# Long Term Aging



## NCatron (Sep 7, 2005)

So here's an idea I've been toying with...

I want to be one of those "cool" dads someday, so I thought I could plan WAAAY ahead (I'm married but no kids yet) and do something really nice for my kids.

I was hit with the idea that I'd like to buy a box of Cubans, and put them away to age until my kid hits 18, then we could fire them up together. So realistically that means about 20 years of age. What are the logistics of this kind of aging? Is it possible for an "average Joe" to age a box or two for 20 years without f'ing it up?

If feasible, I'd like to hear some suggestions. What box of cigars would you like to age for 20 years? What kind of humidor (tupperware/cooler/cedar) and humidifier would you use?

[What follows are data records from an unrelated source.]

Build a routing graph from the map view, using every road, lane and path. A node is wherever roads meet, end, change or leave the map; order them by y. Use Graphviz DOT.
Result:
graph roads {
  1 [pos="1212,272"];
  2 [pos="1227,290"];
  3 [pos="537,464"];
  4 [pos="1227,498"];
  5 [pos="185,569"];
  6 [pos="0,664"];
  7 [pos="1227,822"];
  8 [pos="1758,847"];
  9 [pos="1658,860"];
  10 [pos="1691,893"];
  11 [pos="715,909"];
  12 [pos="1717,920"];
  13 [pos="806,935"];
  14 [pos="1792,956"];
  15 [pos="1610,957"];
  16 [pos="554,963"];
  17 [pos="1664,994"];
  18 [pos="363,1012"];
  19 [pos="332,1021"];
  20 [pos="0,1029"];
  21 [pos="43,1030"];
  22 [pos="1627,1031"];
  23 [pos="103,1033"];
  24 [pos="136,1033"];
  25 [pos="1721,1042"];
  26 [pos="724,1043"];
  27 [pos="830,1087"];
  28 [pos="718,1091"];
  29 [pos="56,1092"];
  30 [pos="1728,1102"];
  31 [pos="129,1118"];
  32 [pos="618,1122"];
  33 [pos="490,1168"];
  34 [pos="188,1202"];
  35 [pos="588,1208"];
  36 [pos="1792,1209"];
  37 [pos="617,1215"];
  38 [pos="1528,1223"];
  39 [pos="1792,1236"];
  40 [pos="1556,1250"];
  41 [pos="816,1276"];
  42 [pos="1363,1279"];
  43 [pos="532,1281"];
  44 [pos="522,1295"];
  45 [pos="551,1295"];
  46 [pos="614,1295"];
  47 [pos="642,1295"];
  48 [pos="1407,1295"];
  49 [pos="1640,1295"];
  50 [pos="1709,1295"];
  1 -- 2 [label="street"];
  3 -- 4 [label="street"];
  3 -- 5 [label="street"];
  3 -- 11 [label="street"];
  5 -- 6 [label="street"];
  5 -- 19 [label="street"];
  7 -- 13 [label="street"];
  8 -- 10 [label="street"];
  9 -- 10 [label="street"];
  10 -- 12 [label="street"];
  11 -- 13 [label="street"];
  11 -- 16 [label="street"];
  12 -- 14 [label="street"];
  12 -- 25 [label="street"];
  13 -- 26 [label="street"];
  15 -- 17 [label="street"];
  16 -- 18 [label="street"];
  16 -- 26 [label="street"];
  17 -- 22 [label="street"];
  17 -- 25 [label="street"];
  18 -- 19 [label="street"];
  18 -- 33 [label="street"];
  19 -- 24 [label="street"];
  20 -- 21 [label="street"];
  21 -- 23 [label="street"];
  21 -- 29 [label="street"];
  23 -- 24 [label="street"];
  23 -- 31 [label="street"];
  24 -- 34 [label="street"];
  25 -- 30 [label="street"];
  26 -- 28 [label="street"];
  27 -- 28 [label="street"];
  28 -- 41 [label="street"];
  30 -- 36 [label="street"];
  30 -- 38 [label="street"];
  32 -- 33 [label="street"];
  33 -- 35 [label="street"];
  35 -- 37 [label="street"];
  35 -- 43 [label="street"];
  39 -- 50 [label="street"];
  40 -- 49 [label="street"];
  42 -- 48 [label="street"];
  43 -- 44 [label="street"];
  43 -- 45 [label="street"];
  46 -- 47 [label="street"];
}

Feel free to chime in with any thoughts.


----------



## justinphilly-cl (Sep 7, 2005)

not sure if i have any inof on helping you age these things.. But i could leave you my phone number and in 20 years i could be up for adoption.. Sure ill be 47, but think of all the $$$ you would save, not having to pay for any child support, or anything like that.. Oh, and I truly would think you were a "cool dad"..

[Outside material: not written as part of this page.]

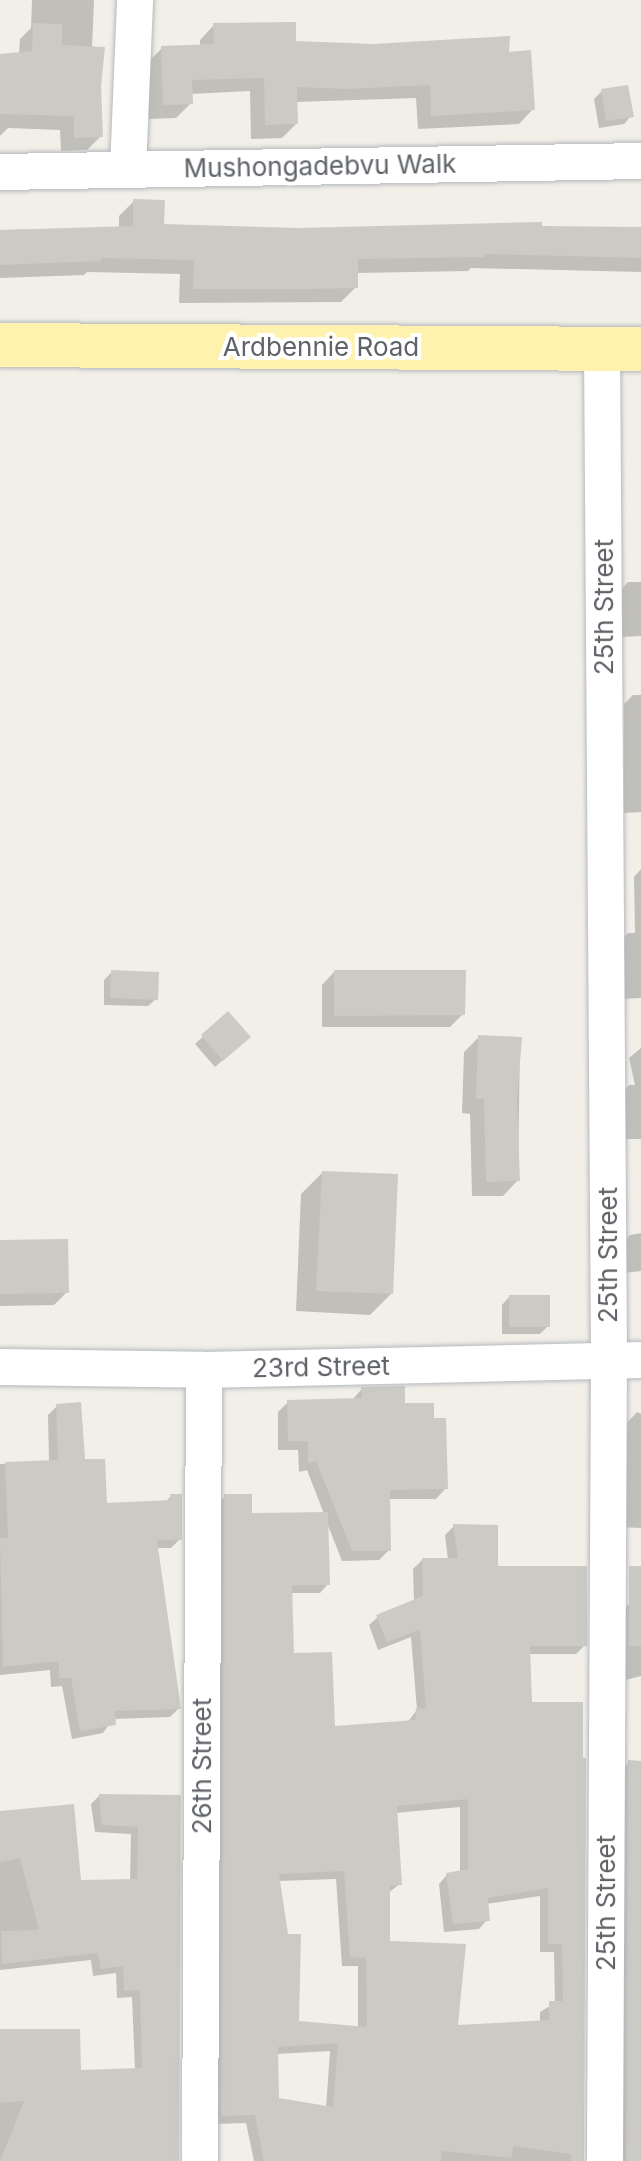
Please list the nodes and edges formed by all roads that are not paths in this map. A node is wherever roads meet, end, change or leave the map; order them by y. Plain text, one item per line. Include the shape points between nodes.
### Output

great idea, wish my dad thought of it.. The only thing he had ready for me when i turned 18 was my eviction notice!!


----------



## RPB67 (Mar 26, 2005)

I do kinda what you are doing.

I like Cuban Cigars. I like Montes,Partagas and some Cohibas. If I buy a box of Montes I buy and extra for aging. The same with the others. I have boxes aging and buy the time my kids reach 20 or older they will have 20-25 years of age on them and all I paid for them is regular box price.

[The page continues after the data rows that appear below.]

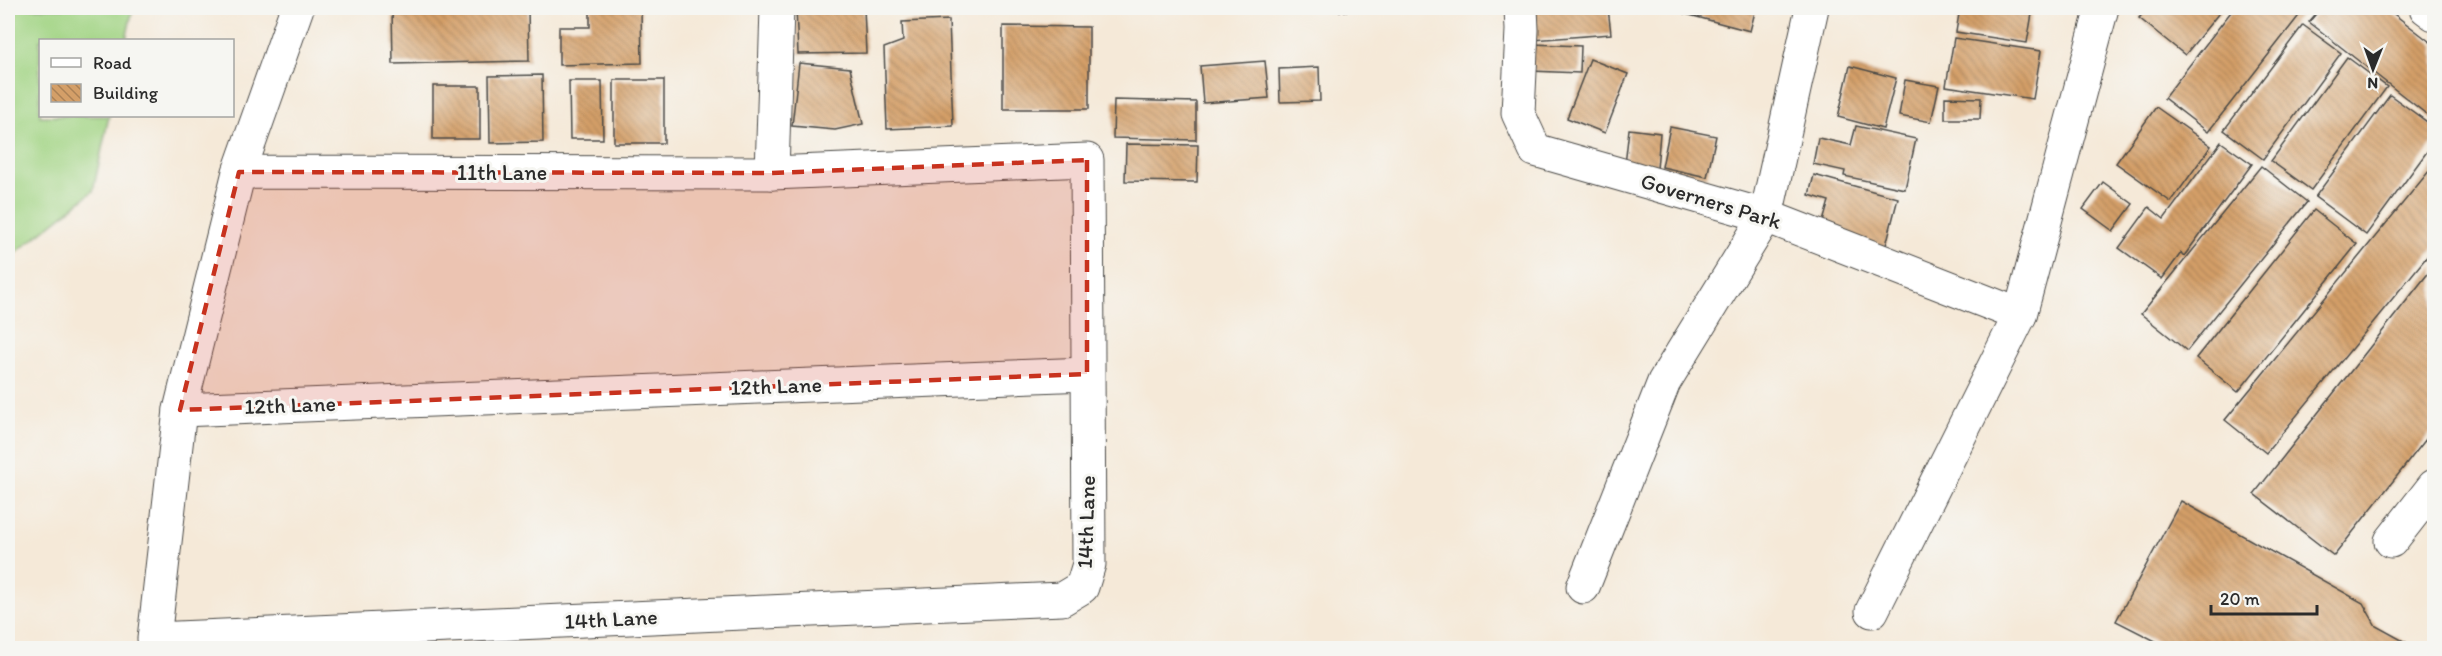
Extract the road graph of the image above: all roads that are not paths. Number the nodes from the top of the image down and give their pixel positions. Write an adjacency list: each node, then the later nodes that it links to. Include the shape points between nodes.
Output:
1 (297, 8): 8 (street)
2 (777, 8): 9 (street)
3 (1521, 8): 10 (street, Governers Park, via 1518,113 1535,150)
4 (1812, 8): 10 (street)
5 (2102, 8): 11 (street)
6 (2426, 8): 7 (street)
7 (2434, 14)
8 (239, 172): 9 (street, 11th Lane); 13 (street)
9 (772, 173): 12 (street, via 1087,160)
10 (1766, 216): 11 (street, Governers Park); 16 (street, via 1664,382)
11 (2020, 315): 17 (street)
12 (1087, 374): 13 (street, 12th Lane); 18 (street, 14th Lane, via 1089,564 1082,587 1062,599)
13 (180, 410): 18 (street, 14th Lane)
14 (2434, 486): 15 (street)
15 (2391, 541)
16 (1583, 587)
17 (1872, 611)
18 (154, 644)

I also buy some cigars already aged and specialty limited editions. But you pay the price for those.

The best way is to do what you are doing.Buy them,sit on them and enjoy them.

Call me in 20 Years those cigars will be great and very rare.


----------



## clovis (Apr 14, 2004)

I'm interested to see what MO or others say with experience in this rea say...
I have not aged cigars for more than a couple of years...my advice is based only I what I read. If it was me:

1. buy a full cab and store the cab shut..if you buy a dress box, get an appropriate sized cab (don't want to much extra air in there if you can help it) Why? oxidation (via oxygen in the air) is what degrades cigars over time. In the short run (a year or so), oxygen can take off the edge a bit...in the long run (20 yrs) you run the risk of ending up with a flavorless cigars if you don't keep those suckers sealed up. When you are tempted to open teh cab and just look at 'em...don't do it...forget you have them.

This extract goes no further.